Sunday, April 13, 2008

Thomas Jefferson at 265


Jean-Antoine Houdons Bust of Jefferson, 1789
Somewhere in this fine land, to-day or sometime this weekend there are Jefferson Day dinners taking place. Thomas Jefferson, the author, of The Declaration of Independence, and the founder of the party of the Democracy. Most of these tributes, may not give the appropriate time, of celebration and remembrance to this great man, and are there as money raisers for the local parties or particular candidates, men who, may or may not really, concern themselves with these great ideas this man championed.

Years ago, I read an essay in Time magazine*, that speculated on alternative routes of history. What if the British crown had crushed the rebellion in North America, and Tomasso Jefferson would be primarily remembered as a character in an eponymous Verdi opera. The ideals, that which americans crow and boast, that we are proud of, that others admire — are Jeffersonian. Truly, those ideals are greatly endangered under the current usurpation of the american state by tortfeasors, malfactors, frauds and corrupt incompetents who claim entitlement to rule.

To-day, the 13th†, is Tomasso’s birthday, though he may have recognised it as on the 2nd. It was still the time, when the english would rather disagree with the sun and the stars, than agree with the pope on what day it was. But, in a good number of things, we and he disagreed with the english. But. to-day, we should all celebrate political freedoms, while we still can, and recognise Tomasso’s contributions.

_______________________
* Yorktown: If the British Had Won by Gerald Clarke. 2 November 1981.
† 13 April 1829 Emancipation Act , where the english extended civil rights to catholics (an earlier attempt in 1780 was the cause of riotous murder and vandalism). Freedom is not often recognised and protected by law or the public. Tho. Jefferson died on Independence Day 1826.

Saturday, April 12, 2008

Jurij Aleksejevič Gagarin


Human space travel began on the 12th of April 1961. The progression was dog, monkey (chimp), man. The tension and trepidation of the press and the public concerning surviving space was heavy. Lajka, the dog had died. A cosmonaut (spaceman) was as much a prisoner, and an experimentee as a trained pilot. Gagarin survived. Drama, there was: man conquers space.
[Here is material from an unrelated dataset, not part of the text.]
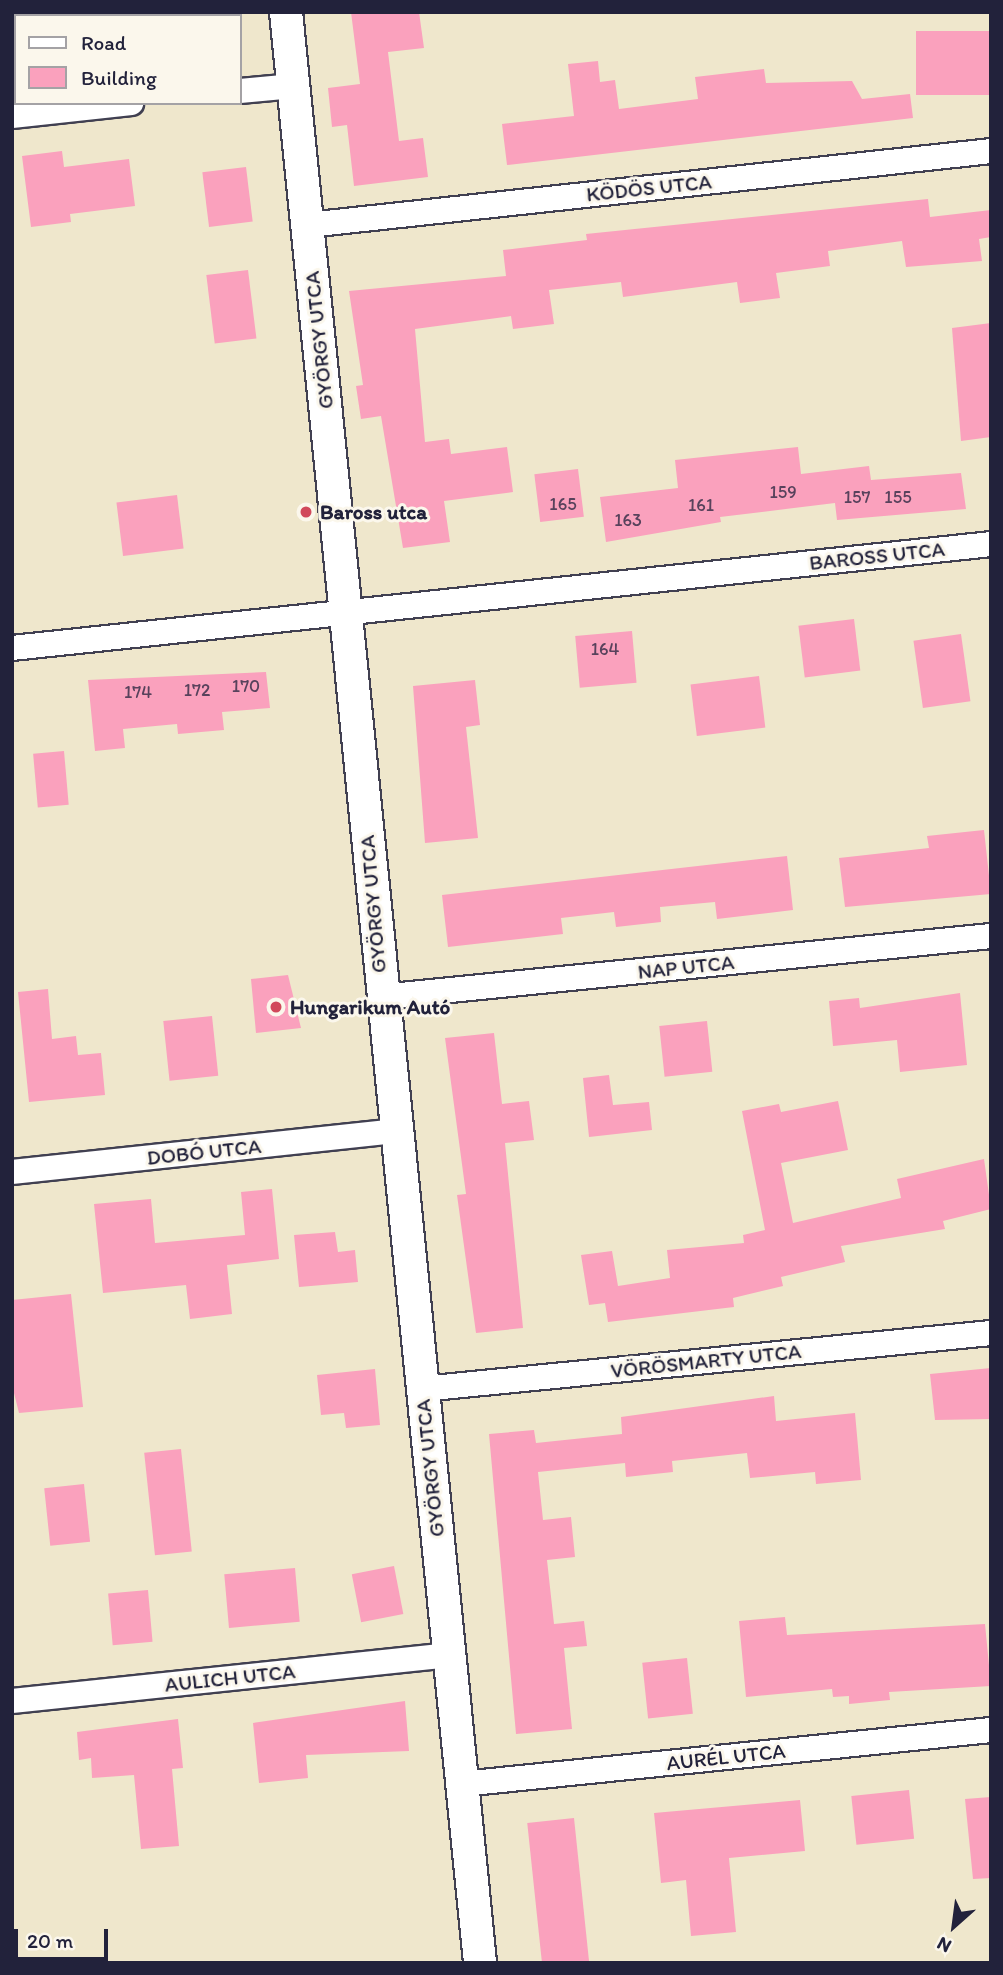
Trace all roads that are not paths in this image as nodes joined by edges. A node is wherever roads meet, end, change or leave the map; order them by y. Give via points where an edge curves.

The next year, it was a national holiday, Cosmonautics Day. It became an annual celebration for the Russians and the Soviets. The (US) National Space Society translated this into Yuri’s Night in 2001. The cold war was over, and the space shuttles made the news, only when they became disasters, and they wanted more space program.
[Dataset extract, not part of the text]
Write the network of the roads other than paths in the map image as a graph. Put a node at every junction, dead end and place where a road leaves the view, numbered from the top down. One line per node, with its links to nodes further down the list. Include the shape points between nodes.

Radio reports were broadcast across Russia, that first day, “The world's first spaceship, Vostok [East], with a man on board, has been launched on April 12 in the Soviet Union on a round-the-world orbit ”. The unnamed launch pad (at Bajkonur) was departed from at 9.07 a.m. Jurij Aleksejevič radioed back, “The flight is proceeding normally. I feel well ”, and “The flight is normal. I am withstanding well the state of weightlessness”. The public heard at 11.10, that at 10.25 the orbit was completed. The new Magellan, had gone faster and higher than any man had ever gone. The most perilous portion remained, re-entry and then the landing. At 12.25, the good and triumphant news came across broadcast radio, “At 10:55 Cosmonaut Gagarin safely returned to the sacred soil of our motherland ”.

Vostok 1 was the sputnik that carried Gagarin into orbit. The Mercury program in the US was put to shame and it groused. The accomplishment was played down, instruments did all that a man could do in space, for now. The russians were in the lead and that was not appreciated. Space was a prestige project. Russia and the United States competed on everything.

In interviews Gagarin spoke about his adventure:

“From the spaceship, I could not see as well as from an airplane, but still I could see very well. I saw with my own eyes the spherical shape of the earth. I must say that the view of the horizon is unusual and very beautiful. I could see the unusual transition from the light surface of the earth to the blackness of the sky. There is a very narrow band that makes the transition. This band is a delicate blue color.”

“The sun in outer space is tens of times brighter than here on earth. The stars are easily visible. They are bright and distinct. The entire picture of the firmament has much more contrast than when seen from the earth.”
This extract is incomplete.